---------- Data extracts ----------
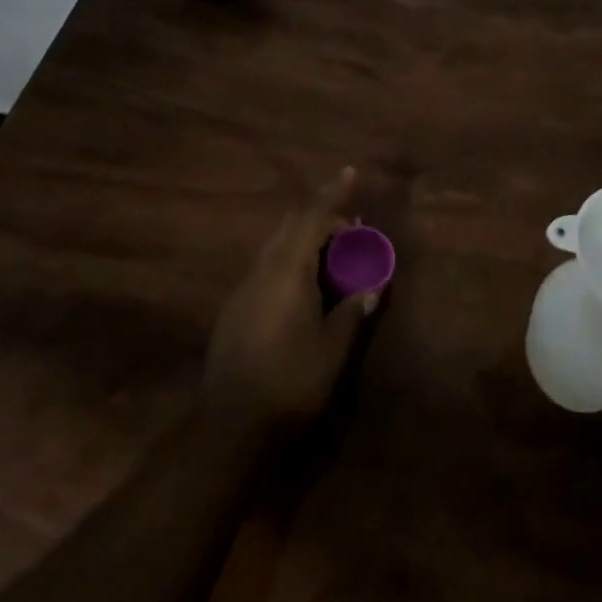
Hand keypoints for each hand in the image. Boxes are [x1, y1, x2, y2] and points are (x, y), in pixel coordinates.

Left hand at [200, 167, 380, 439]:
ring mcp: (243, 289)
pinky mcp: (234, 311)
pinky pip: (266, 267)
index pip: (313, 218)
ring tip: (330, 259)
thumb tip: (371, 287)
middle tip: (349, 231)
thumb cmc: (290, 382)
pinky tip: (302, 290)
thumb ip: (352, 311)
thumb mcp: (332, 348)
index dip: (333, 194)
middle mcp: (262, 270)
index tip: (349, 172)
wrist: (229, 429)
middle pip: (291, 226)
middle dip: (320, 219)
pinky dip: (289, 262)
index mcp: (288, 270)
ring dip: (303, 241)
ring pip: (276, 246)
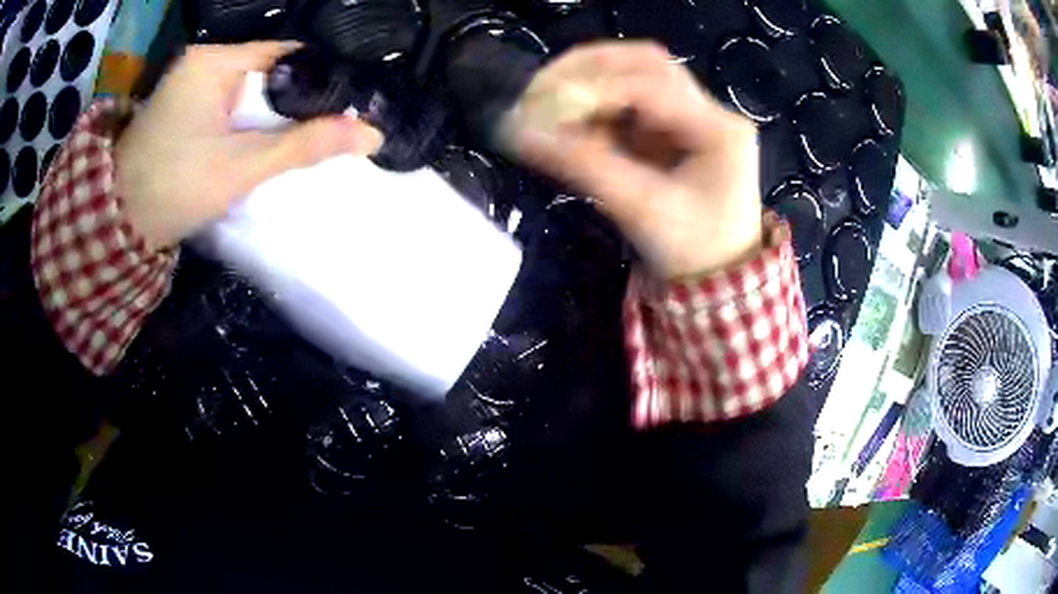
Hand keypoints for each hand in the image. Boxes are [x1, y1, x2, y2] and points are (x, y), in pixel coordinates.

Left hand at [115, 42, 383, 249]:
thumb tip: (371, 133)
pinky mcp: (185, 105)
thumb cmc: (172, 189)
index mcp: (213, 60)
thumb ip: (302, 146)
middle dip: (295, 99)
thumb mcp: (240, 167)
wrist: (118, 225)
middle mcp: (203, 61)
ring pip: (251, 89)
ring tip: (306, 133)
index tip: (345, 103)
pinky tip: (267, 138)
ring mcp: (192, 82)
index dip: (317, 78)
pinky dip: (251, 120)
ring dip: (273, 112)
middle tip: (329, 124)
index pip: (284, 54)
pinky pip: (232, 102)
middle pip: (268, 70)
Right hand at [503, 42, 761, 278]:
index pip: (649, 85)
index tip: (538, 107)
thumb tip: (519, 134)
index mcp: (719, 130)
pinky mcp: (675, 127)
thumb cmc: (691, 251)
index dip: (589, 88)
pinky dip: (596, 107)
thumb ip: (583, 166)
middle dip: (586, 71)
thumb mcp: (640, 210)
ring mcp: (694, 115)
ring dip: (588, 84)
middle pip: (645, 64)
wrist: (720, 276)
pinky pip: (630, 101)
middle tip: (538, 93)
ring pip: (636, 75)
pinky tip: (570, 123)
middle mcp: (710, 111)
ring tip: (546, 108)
----------
> [What is needed]
Copy out the data above exactly, except the pictures.

> [Output below]
Hand keypoints for each hand in the image. Boxes are [x1, y1, x2, y2] and points are (x, y), in pixel coordinates.

Left hand at [200, 167, 380, 439]:
ring mcp: (243, 289)
pinky mcp: (234, 311)
pinky pip: (266, 267)
index pip: (313, 218)
ring tip: (330, 259)
thumb tip: (371, 287)
middle tip: (349, 231)
thumb cmc: (290, 382)
pinky tip: (302, 290)
thumb ip: (352, 311)
thumb mcp: (332, 348)
index dip: (333, 194)
middle mcp: (262, 270)
index tip: (349, 172)
wrist: (229, 429)
middle pip: (291, 226)
middle dip: (320, 219)
pinky dip: (289, 262)
index mcp: (288, 270)
ring dip: (303, 241)
ring pip: (276, 246)
Hand keypoints for each hand in the image. Boxes are [x1, y1, x2, y2] and points are (x, y), in pixel coordinates.

Left hand at [115, 42, 383, 249]:
thumb tip: (371, 133)
pinky mcp: (185, 105)
thumb cmc: (172, 189)
index mcp: (213, 60)
thumb ip: (302, 146)
middle dip: (295, 99)
thumb mcp: (240, 167)
wrist: (118, 225)
middle mcp: (203, 61)
ring pip: (251, 89)
ring tip: (306, 133)
index tip: (345, 103)
pinky tip: (267, 138)
ring mcp: (192, 82)
index dip: (317, 78)
pinky dip: (251, 120)
ring dip: (273, 112)
middle tip: (329, 124)
index pip: (284, 54)
pinky pip: (232, 102)
middle pip: (268, 70)
Right hand at [503, 42, 761, 278]:
index pip: (649, 85)
index tip: (538, 107)
thumb tip: (519, 134)
index mcp: (719, 130)
pinky mcp: (675, 127)
thumb cmc: (691, 251)
index dip: (589, 88)
pinky dip: (596, 107)
thumb ip: (583, 166)
middle dip: (586, 71)
thumb mcp: (640, 210)
ring mcp: (694, 115)
ring dip: (588, 84)
middle pip: (645, 64)
wrist: (720, 276)
pinky pip: (630, 101)
middle tip: (538, 93)
ring pip: (636, 75)
pinky tip: (570, 123)
middle mcp: (710, 111)
ring tip: (546, 108)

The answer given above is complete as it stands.